## About this task
Only an exact reprint of all the data is acceptable.

-------- Information supplied --------

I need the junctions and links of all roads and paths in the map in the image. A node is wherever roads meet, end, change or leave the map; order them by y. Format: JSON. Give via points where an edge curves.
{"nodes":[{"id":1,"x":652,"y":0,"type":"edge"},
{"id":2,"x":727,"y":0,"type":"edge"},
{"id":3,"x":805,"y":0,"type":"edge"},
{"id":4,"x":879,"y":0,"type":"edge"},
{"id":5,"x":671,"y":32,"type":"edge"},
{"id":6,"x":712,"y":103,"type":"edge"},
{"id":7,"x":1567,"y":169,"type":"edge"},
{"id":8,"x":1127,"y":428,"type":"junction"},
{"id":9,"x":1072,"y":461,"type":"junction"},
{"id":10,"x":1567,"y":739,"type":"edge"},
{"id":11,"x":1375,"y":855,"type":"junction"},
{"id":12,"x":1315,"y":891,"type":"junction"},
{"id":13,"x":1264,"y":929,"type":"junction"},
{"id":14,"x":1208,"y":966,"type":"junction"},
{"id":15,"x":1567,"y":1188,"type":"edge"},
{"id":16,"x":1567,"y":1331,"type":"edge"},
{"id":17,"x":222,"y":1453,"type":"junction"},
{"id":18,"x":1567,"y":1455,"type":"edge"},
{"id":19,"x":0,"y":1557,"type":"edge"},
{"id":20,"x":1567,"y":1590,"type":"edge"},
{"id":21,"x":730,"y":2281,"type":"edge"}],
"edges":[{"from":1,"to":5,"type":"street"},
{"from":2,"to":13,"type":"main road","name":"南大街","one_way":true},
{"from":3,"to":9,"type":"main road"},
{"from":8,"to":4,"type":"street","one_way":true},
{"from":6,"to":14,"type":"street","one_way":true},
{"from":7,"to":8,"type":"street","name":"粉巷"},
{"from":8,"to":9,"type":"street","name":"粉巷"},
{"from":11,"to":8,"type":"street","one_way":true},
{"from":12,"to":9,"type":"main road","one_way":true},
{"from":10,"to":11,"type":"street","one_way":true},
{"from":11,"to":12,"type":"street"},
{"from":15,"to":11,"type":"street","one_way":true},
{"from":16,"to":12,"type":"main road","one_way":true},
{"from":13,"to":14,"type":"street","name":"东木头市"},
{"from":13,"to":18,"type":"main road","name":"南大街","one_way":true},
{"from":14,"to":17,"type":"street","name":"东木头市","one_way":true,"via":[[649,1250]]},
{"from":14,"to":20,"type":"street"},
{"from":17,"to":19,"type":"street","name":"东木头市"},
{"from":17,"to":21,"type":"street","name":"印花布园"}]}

--------

## Finished task
I need the junctions and links of all roads and paths in the map in the image. A node is wherever roads meet, end, change or leave the map; order them by y. Format: JSON. Give via points where an edge curves.
{"nodes":[{"id":1,"x":652,"y":0,"type":"edge"},
{"id":2,"x":727,"y":0,"type":"edge"},
{"id":3,"x":805,"y":0,"type":"edge"},
{"id":4,"x":879,"y":0,"type":"edge"},
{"id":5,"x":671,"y":32,"type":"edge"},
{"id":6,"x":712,"y":103,"type":"edge"},
{"id":7,"x":1567,"y":169,"type":"edge"},
{"id":8,"x":1127,"y":428,"type":"junction"},
{"id":9,"x":1072,"y":461,"type":"junction"},
{"id":10,"x":1567,"y":739,"type":"edge"},
{"id":11,"x":1375,"y":855,"type":"junction"},
{"id":12,"x":1315,"y":891,"type":"junction"},
{"id":13,"x":1264,"y":929,"type":"junction"},
{"id":14,"x":1208,"y":966,"type":"junction"},
{"id":15,"x":1567,"y":1188,"type":"edge"},
{"id":16,"x":1567,"y":1331,"type":"edge"},
{"id":17,"x":222,"y":1453,"type":"junction"},
{"id":18,"x":1567,"y":1455,"type":"edge"},
{"id":19,"x":0,"y":1557,"type":"edge"},
{"id":20,"x":1567,"y":1590,"type":"edge"},
{"id":21,"x":730,"y":2281,"type":"edge"}],
"edges":[{"from":1,"to":5,"type":"street"},
{"from":2,"to":13,"type":"main road","name":"南大街","one_way":true},
{"from":3,"to":9,"type":"main road"},
{"from":8,"to":4,"type":"street","one_way":true},
{"from":6,"to":14,"type":"street","one_way":true},
{"from":7,"to":8,"type":"street","name":"粉巷"},
{"from":8,"to":9,"type":"street","name":"粉巷"},
{"from":11,"to":8,"type":"street","one_way":true},
{"from":12,"to":9,"type":"main road","one_way":true},
{"from":10,"to":11,"type":"street","one_way":true},
{"from":11,"to":12,"type":"street"},
{"from":15,"to":11,"type":"street","one_way":true},
{"from":16,"to":12,"type":"main road","one_way":true},
{"from":13,"to":14,"type":"street","name":"东木头市"},
{"from":13,"to":18,"type":"main road","name":"南大街","one_way":true},
{"from":14,"to":17,"type":"street","name":"东木头市","one_way":true,"via":[[649,1250]]},
{"from":14,"to":20,"type":"street"},
{"from":17,"to":19,"type":"street","name":"东木头市"},
{"from":17,"to":21,"type":"street","name":"印花布园"}]}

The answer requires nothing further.